The advantages are that one can run conditional or complex sequences of statements without needing an EXECUTE privilege, or affecting the database metadata. This has been a popular feature request, as one can see from bug#15037, bug#48777, bug#54000, and bug#61895. and bug#62679.
In 2013 Antony Curtis submitted a patch named “Compound / Anonymous statement blocks for MySQL”. (Anonymous blocks is the Oracle terminology.) Apparently he offered it to Oracle but they couldn’t agree about the licence terms. The MariaDB people were gladder to get the offer, so it’s now in the MariaDB 10.1.1 alpha.
I downloaded it from source. There’s a problem with “make install” but it’s easy to work around and has nothing to do with Mr Curtis’s patch. I had no trouble checking that the feature works as advertised. So, next, I compared the spec with Mr Curtis’s implementation.
Spec: Allow BEGIN … END “compound statements”, CASE, IF, LOOP, WHILE, and REPEAT. Implementation: all done.

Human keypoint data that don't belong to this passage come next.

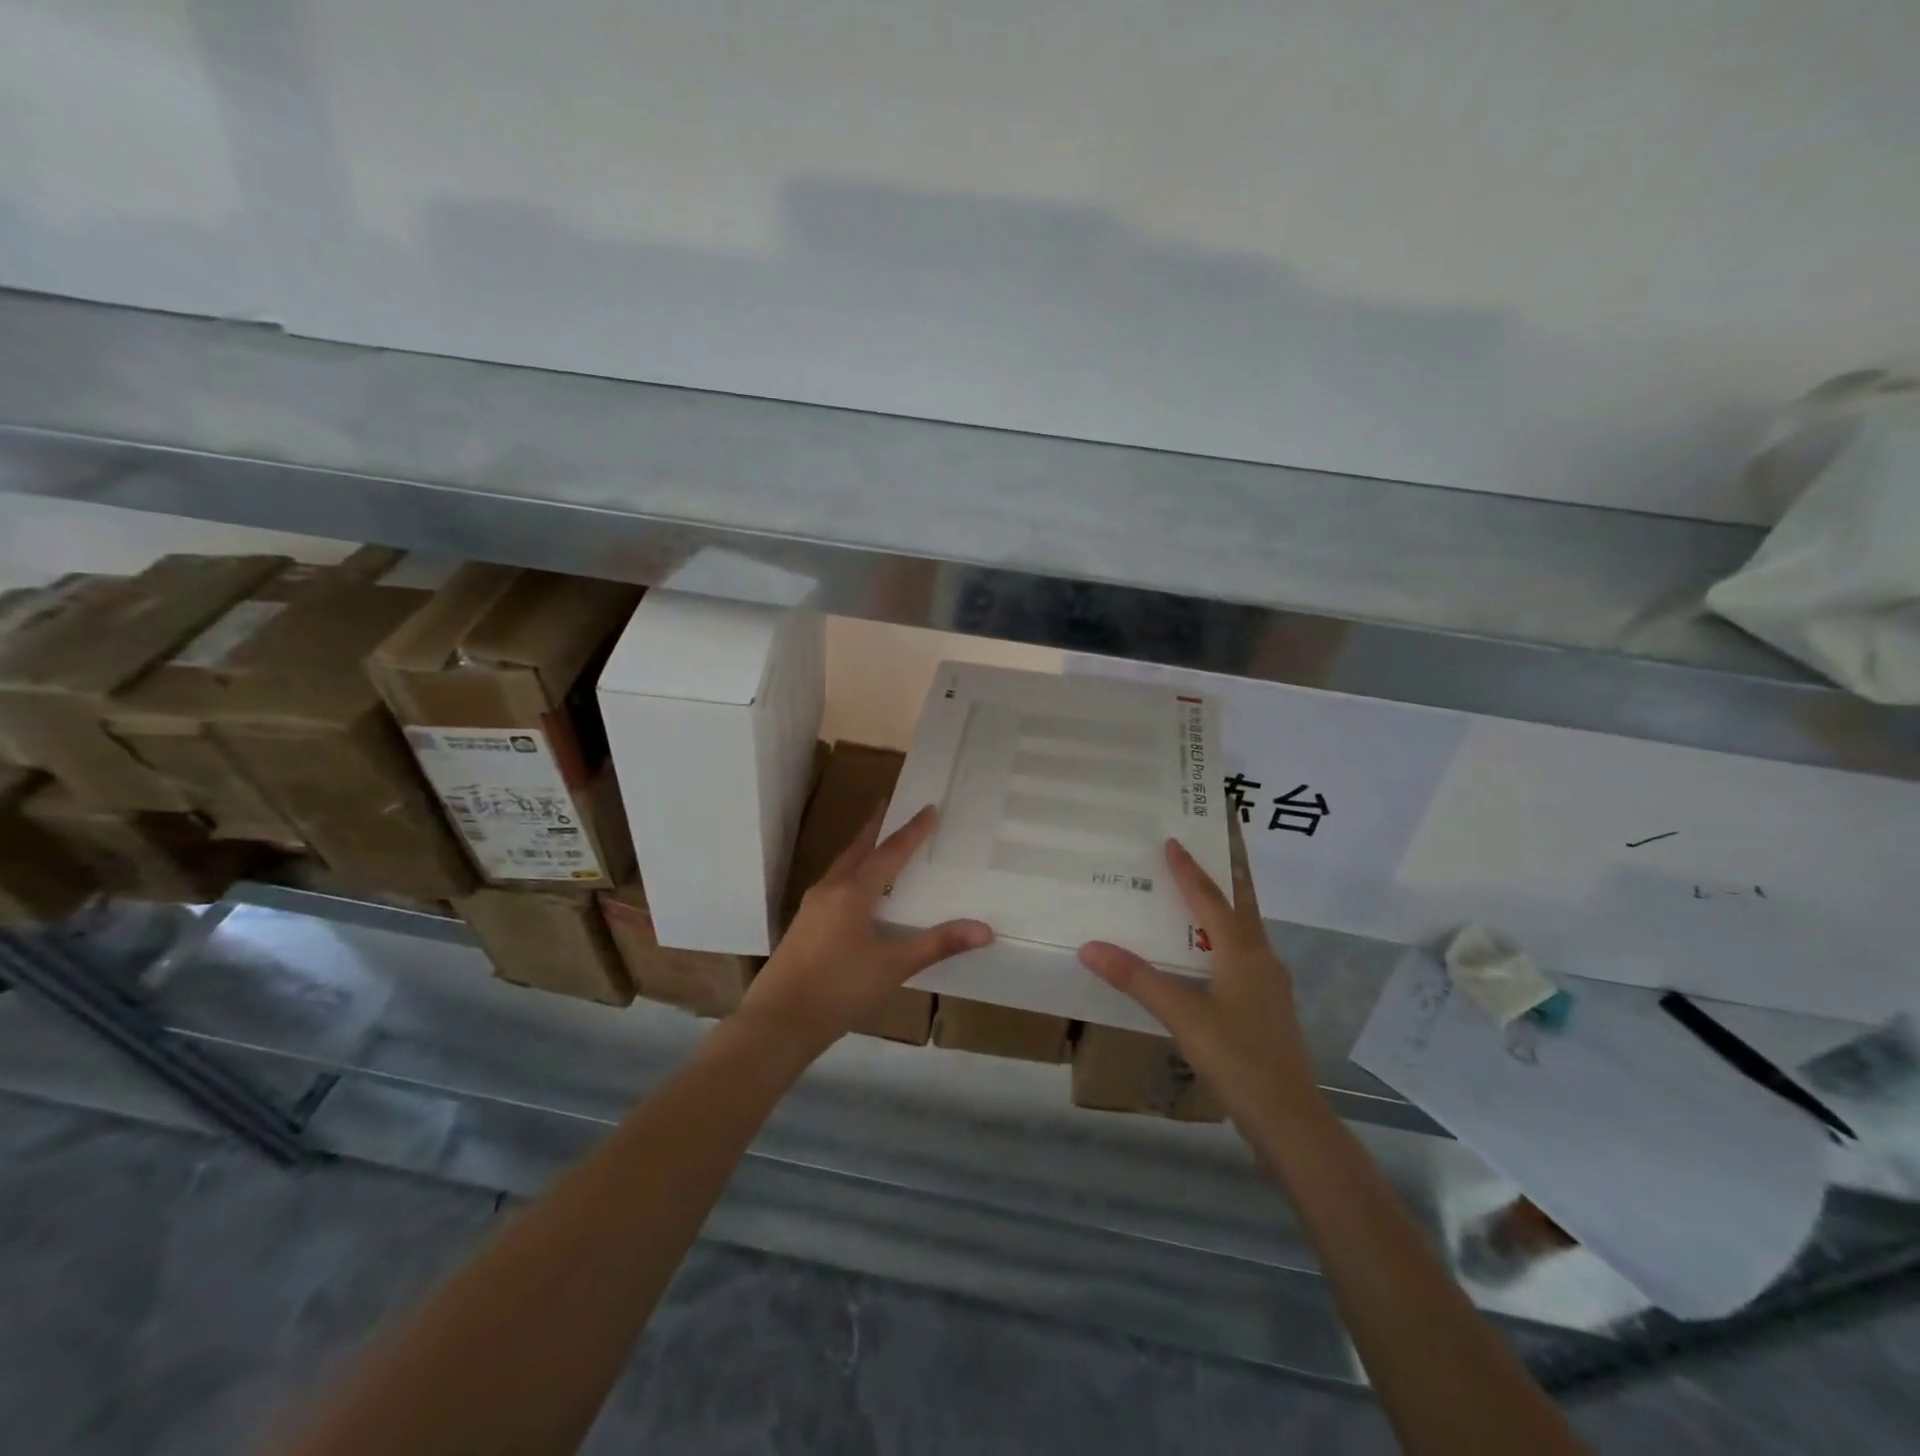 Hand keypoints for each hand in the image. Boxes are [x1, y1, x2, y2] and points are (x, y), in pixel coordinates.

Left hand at [739, 805, 992, 1052]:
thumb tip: (984, 929)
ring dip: (860, 850)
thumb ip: (938, 944)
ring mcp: (812, 908)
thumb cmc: (839, 989)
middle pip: (858, 849)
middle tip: (889, 805)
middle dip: (875, 828)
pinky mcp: (804, 926)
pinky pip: (833, 886)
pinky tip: (856, 893)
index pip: (890, 852)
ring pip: (842, 867)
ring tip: (875, 843)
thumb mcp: (894, 966)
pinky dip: (851, 875)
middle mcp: (830, 890)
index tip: (928, 807)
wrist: (778, 1022)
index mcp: (853, 891)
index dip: (912, 831)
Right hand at [1078, 828, 1320, 1131]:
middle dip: (1226, 876)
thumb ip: (1137, 980)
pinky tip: (1207, 957)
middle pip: (1242, 906)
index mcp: (1243, 952)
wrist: (1290, 1119)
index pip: (1210, 899)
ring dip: (1225, 908)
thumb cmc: (1238, 1059)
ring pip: (1245, 932)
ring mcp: (1269, 986)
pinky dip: (1224, 940)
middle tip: (1208, 850)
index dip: (1189, 870)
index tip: (1174, 841)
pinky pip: (1243, 957)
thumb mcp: (1182, 1016)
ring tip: (1200, 897)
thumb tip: (1091, 947)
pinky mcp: (1267, 1009)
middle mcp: (1261, 959) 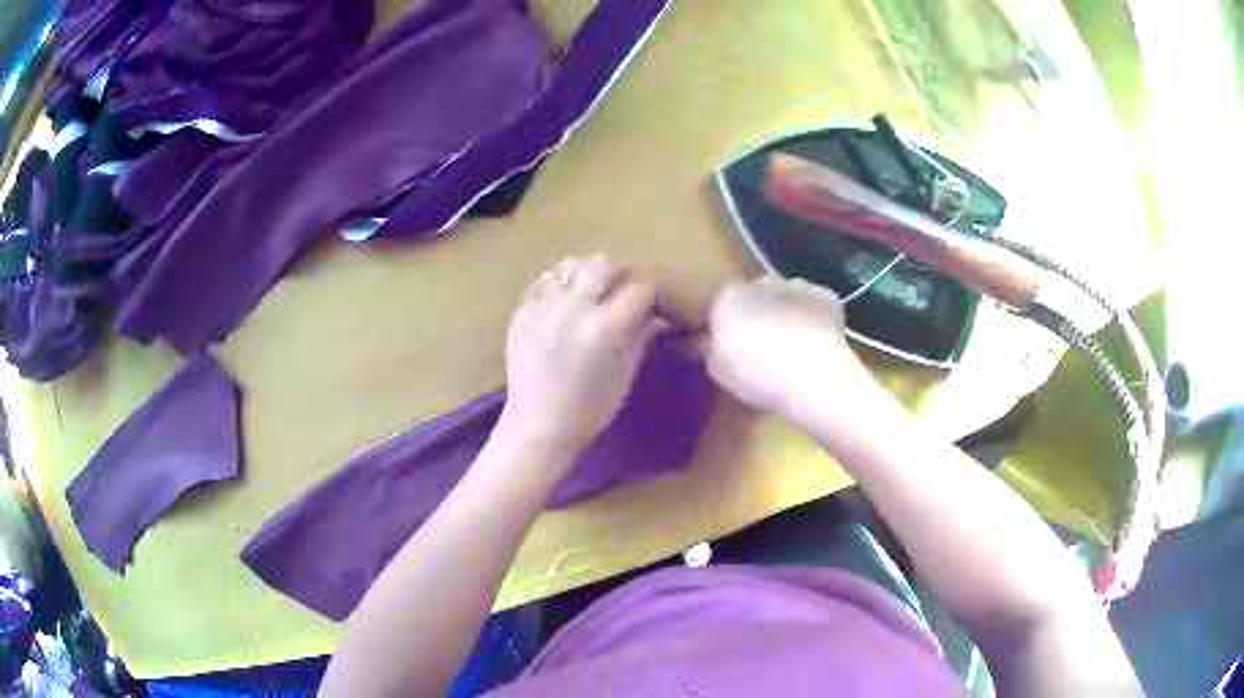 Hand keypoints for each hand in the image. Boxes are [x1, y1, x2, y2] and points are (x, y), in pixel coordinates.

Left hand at [498, 255, 666, 466]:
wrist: (537, 428)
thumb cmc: (589, 411)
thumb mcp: (624, 376)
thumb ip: (641, 337)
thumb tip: (659, 315)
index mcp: (603, 329)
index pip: (639, 289)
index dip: (651, 295)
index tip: (653, 305)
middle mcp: (572, 309)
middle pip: (604, 265)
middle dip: (620, 276)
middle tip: (622, 293)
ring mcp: (542, 308)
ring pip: (571, 266)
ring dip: (587, 274)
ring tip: (591, 292)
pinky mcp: (521, 312)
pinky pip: (543, 281)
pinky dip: (559, 285)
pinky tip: (564, 301)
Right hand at [704, 277, 875, 421]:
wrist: (812, 374)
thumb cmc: (757, 374)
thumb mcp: (717, 370)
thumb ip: (707, 350)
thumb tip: (703, 341)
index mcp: (728, 297)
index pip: (721, 305)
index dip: (727, 326)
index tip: (732, 347)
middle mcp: (762, 283)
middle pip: (756, 296)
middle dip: (758, 314)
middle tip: (763, 348)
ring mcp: (797, 286)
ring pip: (787, 297)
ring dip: (786, 314)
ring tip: (793, 348)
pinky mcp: (827, 297)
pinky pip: (815, 304)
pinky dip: (814, 317)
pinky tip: (816, 342)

The only significant defect is that BEGIN has to be stated as BEGIN NOT ATOMIC, to avoid confusion with an old non-standard meaning of BEGIN. So “BEGIN DELETE FROM t; END” is illegal. And “label_x: BEGIN DELETE FROM t; END” is illegal. Only “BEGIN NOT ATOMIC DELETE FROM t; END” is legal. It’s a slight disappointment that no way was found to handle these little difficulties in the parser.
Spec: internally there will be a temporary anonymous procedure created for every compound statement. Implementation: This didn’t happen, at least not in a user-visible way. That’s a low-level detail so it doesn’t matter.
Spec: there should be no new privilege requirement. Implementation: there is no new privilege requirement.
Spec: the implied routine will have characteristics like MODIFIES SQL DATA and NOT DETERMINISTIC. Implementation: characteristics are irrelevant.
Spec: even if there is an anonymous procedure, it should not be visible to the user in information_schema.routines. Implementation: nothing is visible in information_schema.routines.
Spec: perhaps the statement should be in performance_schema.statements. Implementation: no.
Spec: some statements that are client-specific and are not allowed in stored procedures should not be in dynamic compound statements. Implementation: right. For example “USE database_name” is not allowed.
Spec: it’s uncertain whether a dynamic compound statement (which after all is a “statement”) should appear as a single statement in the slow log. Implementation: I didn’t test this because I don’t believe in the slow log; I assumed it doesn’t work.
Spec: if @@sql_mode is set within a dynamic compound statement, then it gets restored to its original value when the statement ends. Implementation: yes, it’s restored.
Spec: A dynamic compound statement may not contain statements that create or drop or alter routines. Implementation: right, statements like DROP PROCEDURE are illegal.
Spec: a dynamic compound statement cannot be used for a PREPARE statement, and therefore there is no fix for BUG#14115 “Prepare() with compound statements breaks”. Supposedly there could be parser-related pitfalls with such syntax. Implementation: PREPARE is allowed. Statements like PREPARE stmt1 FROM ‘BEGIN NOT ATOMIC DECLARE v INT; END’// are just fine. This is worrisome, but probably the supposed pitfalls were cleared up long ago.
Spec: SHOW STATUS could have new counters: Com_compound_statement, Com_if, Com_loop, Com_repeat, Com_while. Implementation: No, that’s not implemented.
Spec: SHOW PROCESSLIST will show the whole compound statement. Implementation: No, that’s not implemented. When I first started the performance_schema design I realized that SHOW PROCESSLIST would eventually become obsolete, so nowadays I think this part of the spec is obsolete.
The future
Given that dynamic compound statements are in DB2 and Oracle 12c and PostgreSQL and now in MariaDB alpha, Oracle/MySQL will look a bit slow if it waits another eleven years to implement them.
But MariaDB 10.1.1 is an early alpha, and nothing is guaranteed in an alpha, so it’s too early to say that MariaDB is ahead in this respect.